Um outro sociólogo, Sérgio Buarque de Holanda, busca explicar essa nossa faceta corrupta e corruptora, e, por conseguinte o “jeitinho” brasileiro, através de uma natureza amigável, um ser humano emocional - segundo ele algo tão “característico” de nosso povo -, que desenvolveu uma tendência histórica à informalidade. A pergunta então seria: somos, de fato, possuidores dessa natureza amigável, dessa emotividade exacerbada a ponto de usar de circunlóquios para fugir a aplicação das leis, ou isso seria apenas mais um engodo para dar sustentação ao próprio circunlóquio? Parece que, apesar dessa nossa “tendência”, nosso ordenamento jurídico preocupa-se sobremodo com tal expediente, haja vista o considerável número de leis que o compõe, esquecendo inclusive que grande número de leis não é sinônimo de justiça ou bem estar social.
Percebe-se todavia que, países que apresentam reduzido índice de corrupção têm leis mais rígidas, não só quanto à exigência de seus adimplementos, mas também demonstram apoio e respeito a seus cidadãos através de regras bastante claras no que tange a pessoas que ocupam cargos públicos. Em havendo maior confiança entre cidadãos, bem como entre estes e suas instituições, haverá maior cooperação, menos burocracia e menor investimento em segurança. De onde se pode entender o maior investimento em educação.
E por falar em educação, voltamo-nos à questão primeira: Por que o “jeitinho” brasileiro? Não, não há nenhuma lacuna entre a norma, sua interpretação e aplicação, embora nossa Constituição ser eivada de “tendências” e capaz de criar certos embaraços; a paralegalidade é apenas mais uma tentativa de mascarar uma realidade que nos avilta, mas que o “cinismo” social opta por justificar porque é sobremodo reconfortante; de igual modo essas características que nos foram impingidas, a natureza amigável e o ser humano emocional, nada mais são do que subterfúgios para dar um novo verniz ao inescrupuloso, ao aberrante.
O problema do Brasil, ou melhor, dos brasileiros, é algo simples de se detectar, mas extremamente difícil de erradicar: é um problema de caráter. E tanto se trata de um problema de caráter que recentemente está-se fazendo uso de recursos espúrios, ou melhor, recursos jurídicos isentos de caráter, na tentativa de minimizar a maximização da falta de caráter que impera na política e empresariado brasileiros. Refiro-me a dois novos “institutos” jurídicos: Delação Premiada e Acordo de Leniência. Aqui, parece-me apropriado citar o adágio popular: “Quando não se pode (ou não se quer) combater um mal, adere-se a ele”.
Somos, na interpretação de Mário de Andrade, uma nação sem caráter. Somos um aglomerado de Macunaímas, num país já macunaimado; somos um Estado “faz de conta”, onde tudo é possível, passível, admissível, aceitável, o que nos remete a outro gênio interpretativo da realidade brasileira: Monteiro Lobato. Habitamos o Sítio do Pica Pau Amarelo. De fato, “O Brasil não é um país para amadores”.

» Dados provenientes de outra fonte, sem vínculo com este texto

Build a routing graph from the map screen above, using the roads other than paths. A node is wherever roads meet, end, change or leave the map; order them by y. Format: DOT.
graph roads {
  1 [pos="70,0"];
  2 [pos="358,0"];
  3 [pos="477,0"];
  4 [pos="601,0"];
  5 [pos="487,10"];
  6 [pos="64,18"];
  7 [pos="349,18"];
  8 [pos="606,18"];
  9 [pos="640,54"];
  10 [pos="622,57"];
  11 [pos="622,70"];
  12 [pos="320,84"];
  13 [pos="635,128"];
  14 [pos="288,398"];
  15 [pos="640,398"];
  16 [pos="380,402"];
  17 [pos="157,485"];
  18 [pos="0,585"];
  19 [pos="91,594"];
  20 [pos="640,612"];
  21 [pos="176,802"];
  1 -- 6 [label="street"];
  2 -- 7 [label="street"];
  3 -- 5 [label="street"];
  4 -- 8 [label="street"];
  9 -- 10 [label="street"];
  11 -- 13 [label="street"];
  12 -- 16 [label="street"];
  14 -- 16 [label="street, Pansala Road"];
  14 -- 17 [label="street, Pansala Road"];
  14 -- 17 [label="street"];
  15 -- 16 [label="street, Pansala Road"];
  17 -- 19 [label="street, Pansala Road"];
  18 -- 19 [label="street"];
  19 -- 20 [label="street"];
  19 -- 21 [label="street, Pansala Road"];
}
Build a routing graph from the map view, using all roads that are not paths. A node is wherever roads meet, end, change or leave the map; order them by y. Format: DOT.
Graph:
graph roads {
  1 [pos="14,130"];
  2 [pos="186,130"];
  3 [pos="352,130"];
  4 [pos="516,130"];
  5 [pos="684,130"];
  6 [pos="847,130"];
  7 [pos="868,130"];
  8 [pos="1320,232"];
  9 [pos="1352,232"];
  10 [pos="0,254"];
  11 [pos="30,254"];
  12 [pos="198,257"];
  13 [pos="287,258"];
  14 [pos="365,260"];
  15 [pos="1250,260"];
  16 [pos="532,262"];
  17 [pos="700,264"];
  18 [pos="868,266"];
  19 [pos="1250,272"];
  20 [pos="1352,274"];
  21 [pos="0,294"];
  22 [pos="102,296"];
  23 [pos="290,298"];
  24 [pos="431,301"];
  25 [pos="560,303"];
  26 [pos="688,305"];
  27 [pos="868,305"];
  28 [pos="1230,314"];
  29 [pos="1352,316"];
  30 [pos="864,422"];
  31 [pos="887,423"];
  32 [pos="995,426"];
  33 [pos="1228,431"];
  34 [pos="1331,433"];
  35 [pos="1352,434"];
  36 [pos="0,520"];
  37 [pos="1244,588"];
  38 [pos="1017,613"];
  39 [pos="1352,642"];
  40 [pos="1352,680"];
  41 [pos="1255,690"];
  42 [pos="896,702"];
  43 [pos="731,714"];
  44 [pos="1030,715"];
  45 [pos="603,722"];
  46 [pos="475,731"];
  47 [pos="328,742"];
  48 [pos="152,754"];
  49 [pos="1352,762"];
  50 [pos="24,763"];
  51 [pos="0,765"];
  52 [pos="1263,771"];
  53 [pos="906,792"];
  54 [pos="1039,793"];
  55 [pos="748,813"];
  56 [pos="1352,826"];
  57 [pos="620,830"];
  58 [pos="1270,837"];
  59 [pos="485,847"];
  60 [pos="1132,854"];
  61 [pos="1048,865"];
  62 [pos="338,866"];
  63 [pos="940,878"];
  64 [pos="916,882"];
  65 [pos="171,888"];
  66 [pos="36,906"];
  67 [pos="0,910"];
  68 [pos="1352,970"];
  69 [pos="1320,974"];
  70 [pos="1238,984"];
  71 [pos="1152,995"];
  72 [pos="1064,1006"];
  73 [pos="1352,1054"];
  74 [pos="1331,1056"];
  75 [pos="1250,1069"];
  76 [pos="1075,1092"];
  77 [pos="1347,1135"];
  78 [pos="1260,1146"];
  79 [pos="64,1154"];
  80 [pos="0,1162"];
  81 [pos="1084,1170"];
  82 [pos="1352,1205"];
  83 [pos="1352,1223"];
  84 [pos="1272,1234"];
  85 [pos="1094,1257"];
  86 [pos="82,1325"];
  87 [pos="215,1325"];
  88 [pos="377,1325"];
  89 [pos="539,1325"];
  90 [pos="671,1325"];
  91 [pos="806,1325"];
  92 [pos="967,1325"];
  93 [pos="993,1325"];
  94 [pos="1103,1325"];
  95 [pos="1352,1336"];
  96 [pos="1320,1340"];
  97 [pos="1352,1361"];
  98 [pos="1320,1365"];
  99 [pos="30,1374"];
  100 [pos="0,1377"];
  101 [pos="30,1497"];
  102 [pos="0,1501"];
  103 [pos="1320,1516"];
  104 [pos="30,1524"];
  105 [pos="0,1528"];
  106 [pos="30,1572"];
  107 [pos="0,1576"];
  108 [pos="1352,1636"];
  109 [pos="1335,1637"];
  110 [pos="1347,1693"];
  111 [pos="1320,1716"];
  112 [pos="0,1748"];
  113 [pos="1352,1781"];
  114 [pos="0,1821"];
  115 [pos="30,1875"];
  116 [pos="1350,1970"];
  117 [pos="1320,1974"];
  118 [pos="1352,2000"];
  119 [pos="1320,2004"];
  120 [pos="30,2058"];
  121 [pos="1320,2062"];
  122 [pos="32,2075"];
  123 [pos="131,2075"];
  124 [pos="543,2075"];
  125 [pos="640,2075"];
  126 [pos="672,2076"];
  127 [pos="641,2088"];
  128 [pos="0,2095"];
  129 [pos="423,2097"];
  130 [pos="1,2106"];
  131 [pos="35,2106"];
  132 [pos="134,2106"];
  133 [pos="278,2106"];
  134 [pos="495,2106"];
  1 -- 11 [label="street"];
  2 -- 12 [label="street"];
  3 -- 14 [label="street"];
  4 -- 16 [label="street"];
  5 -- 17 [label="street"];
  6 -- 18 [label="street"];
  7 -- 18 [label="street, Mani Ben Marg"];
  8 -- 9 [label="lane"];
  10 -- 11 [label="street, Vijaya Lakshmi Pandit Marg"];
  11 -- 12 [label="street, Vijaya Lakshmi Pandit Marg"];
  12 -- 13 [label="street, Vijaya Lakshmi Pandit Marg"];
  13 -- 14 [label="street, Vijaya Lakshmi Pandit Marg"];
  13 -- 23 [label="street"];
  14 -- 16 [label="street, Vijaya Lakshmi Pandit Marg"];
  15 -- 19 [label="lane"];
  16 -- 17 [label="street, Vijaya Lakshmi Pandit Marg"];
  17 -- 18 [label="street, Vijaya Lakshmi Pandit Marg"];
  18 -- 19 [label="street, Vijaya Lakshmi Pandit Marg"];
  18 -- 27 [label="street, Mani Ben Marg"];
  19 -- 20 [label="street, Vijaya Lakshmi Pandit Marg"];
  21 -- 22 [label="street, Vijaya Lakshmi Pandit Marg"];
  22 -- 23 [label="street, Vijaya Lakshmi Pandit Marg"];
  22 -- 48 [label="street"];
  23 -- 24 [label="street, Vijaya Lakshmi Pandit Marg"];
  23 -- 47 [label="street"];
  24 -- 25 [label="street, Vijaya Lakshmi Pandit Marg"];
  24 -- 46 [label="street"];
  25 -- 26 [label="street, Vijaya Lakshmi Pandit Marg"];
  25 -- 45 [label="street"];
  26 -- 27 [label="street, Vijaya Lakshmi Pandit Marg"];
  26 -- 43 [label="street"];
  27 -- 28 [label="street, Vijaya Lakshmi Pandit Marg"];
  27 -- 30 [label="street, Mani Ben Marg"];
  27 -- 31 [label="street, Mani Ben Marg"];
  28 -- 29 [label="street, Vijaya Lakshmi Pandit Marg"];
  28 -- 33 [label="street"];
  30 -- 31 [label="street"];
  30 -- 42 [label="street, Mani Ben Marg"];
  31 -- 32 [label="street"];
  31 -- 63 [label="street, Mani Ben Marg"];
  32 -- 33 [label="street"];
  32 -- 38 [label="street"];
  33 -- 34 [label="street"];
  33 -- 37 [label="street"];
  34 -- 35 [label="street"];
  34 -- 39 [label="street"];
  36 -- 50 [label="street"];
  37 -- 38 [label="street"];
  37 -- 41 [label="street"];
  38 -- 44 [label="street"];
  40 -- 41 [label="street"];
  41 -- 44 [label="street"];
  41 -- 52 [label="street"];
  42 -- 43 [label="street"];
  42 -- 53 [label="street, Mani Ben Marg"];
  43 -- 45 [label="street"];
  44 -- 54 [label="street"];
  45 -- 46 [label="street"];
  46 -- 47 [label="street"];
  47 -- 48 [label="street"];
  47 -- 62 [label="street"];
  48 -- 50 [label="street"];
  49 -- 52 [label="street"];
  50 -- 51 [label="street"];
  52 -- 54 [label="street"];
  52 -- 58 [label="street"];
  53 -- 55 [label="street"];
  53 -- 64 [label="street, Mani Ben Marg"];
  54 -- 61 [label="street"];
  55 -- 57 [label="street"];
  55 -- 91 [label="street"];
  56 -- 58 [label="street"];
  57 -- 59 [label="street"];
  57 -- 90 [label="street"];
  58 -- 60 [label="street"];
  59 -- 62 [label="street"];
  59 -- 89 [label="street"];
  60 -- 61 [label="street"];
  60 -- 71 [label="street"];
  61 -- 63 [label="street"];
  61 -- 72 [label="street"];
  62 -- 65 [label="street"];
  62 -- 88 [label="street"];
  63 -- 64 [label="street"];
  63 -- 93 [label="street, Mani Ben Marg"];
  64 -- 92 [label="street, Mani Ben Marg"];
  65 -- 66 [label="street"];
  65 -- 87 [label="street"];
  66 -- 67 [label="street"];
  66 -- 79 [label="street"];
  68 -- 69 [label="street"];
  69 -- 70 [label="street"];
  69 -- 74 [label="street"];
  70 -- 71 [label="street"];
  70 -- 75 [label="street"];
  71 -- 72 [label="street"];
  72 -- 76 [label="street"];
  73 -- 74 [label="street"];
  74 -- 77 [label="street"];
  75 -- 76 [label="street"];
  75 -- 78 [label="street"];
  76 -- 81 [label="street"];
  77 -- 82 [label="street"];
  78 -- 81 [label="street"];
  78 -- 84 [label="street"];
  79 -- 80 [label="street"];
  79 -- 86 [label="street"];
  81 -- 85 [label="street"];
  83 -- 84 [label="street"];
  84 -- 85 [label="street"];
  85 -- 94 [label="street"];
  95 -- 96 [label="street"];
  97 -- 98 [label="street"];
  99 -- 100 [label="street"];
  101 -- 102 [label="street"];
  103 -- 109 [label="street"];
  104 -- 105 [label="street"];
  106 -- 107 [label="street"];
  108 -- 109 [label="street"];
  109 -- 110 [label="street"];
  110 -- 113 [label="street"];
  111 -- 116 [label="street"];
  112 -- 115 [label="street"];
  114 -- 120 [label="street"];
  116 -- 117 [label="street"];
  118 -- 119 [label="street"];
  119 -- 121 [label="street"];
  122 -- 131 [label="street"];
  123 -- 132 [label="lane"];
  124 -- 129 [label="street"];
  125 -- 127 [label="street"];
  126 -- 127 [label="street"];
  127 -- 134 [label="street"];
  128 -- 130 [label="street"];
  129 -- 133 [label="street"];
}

domingo, 22 de abril de 2018


“Barbarus hic ego sum, quia non intelligor ulli”.[1]
Ovídio

Não são raras às vezes em que alguma máxima, entendida aqui como dito sentencioso, se nos apresenta com impressionante atualidade. Estaríamos, de fato, sujeito ao “eterno retorno do mesmo”? Não obstante, a atualidade do dito parece pervadir um pessoal dia-a-dia. Certamente estais a vos perguntar: Mas o que se pode, neste caso, entender por bárbaro? Por certo não me reporto à incivilidade, nem à selvageria. O que me ocorre, de momento, é que a ausência de valores pode lançar qualquer sociedade na barbárie. Ora, mas em uma sociedade bárbara, neste caso carente de valores, o barbarismo é considerado algo natural. Portanto, bárbaros seriam aqueles que distam patentemente dos desvalores - ou falta deles - contemplados por tal ou tais sociedades. Interessante é que a máxima de Ovídio refere-se pontualmente a questão da linguagem, que quando não partilhada impede a comunicação. Ora, um fosso valorativo, ou seja, uma discrepante diferença entre valores também é impeditiva à comunicação.
E as dificuldades têm início no seio da família. Os jovens, os filhos, optam, assimilam e, ipso facto, defendem novos valores. Até aí, as coisas se mostram como naturais. No entanto, na pós-modernidade, esses novos valores demonstram certa contradição, isto é, ausência de valores, pois que no afã de se imporem, os valores mesmos olvidam a liberdade do próximo; querem experimentar uma liberdade libertária; exigem dos mais velhos - aqueles por quem foram criados e que lhes forneceu outros valores, ou seja, os fundamentos - uma total aceitação aos novos paradigmas; exigem total ruptura com o que lhes parece arcaico ou démodé. Esquecem, porém que - e aqui apoio-me em Hannah Arendt - constantes rupturas criam lacunas insuperáveis. Os novos valores da juventude se revelam como antidialéticos, o que polariza as relações e torna a convivência insuportável. Aqui, então, sinto-me um bárbaro.
Na sociedade não é diferente. A sociedade apenas é o reflexo das relações oriundas da vida em família. Aristóteles exemplifica semelhante tese ao demonstrar como as formas de governo tem origem no seio familiar. E os valores sociais nada mais são do que a repetição dos novos valores assimilados pelos jovens e respectivas famílias. Sim, porque as famílias - em nome de uma imposta correção de rumos, sujeitas aos mais toscos e tendenciosos discursos, discursos estes apoiados por pseudociências e potencializados por ideologias vãs - fizeram-se submissas, servis.
Como a sociedade reflete a crise nos valores familiares, epifenômenos podem ser identificados, seja na educação, na política, nas relações e nas artes de um modo geral. Observa-se também crises institucionais de grande monta. A sociedade, mesmo adoentada, quer dizer-se democrática, pois o discurso dito democrático serve como afago e justifica a perpetuação do desregramento. Tal sociedade mostra-se insensível e a insensibilidade torna-se patente com o desrespeito ao cidadão, com o descaso às instituições. Então estamos diante da personificação do pífio, porque lidamos não com a democracia mesma, mas com uma democracia totalitária. E todo aquele que não compactua com esses desvalores, a sociedade o vê como bárbaro.



[1] Aqui eu sou bárbaro, porque não compreendido por qualquer pessoa.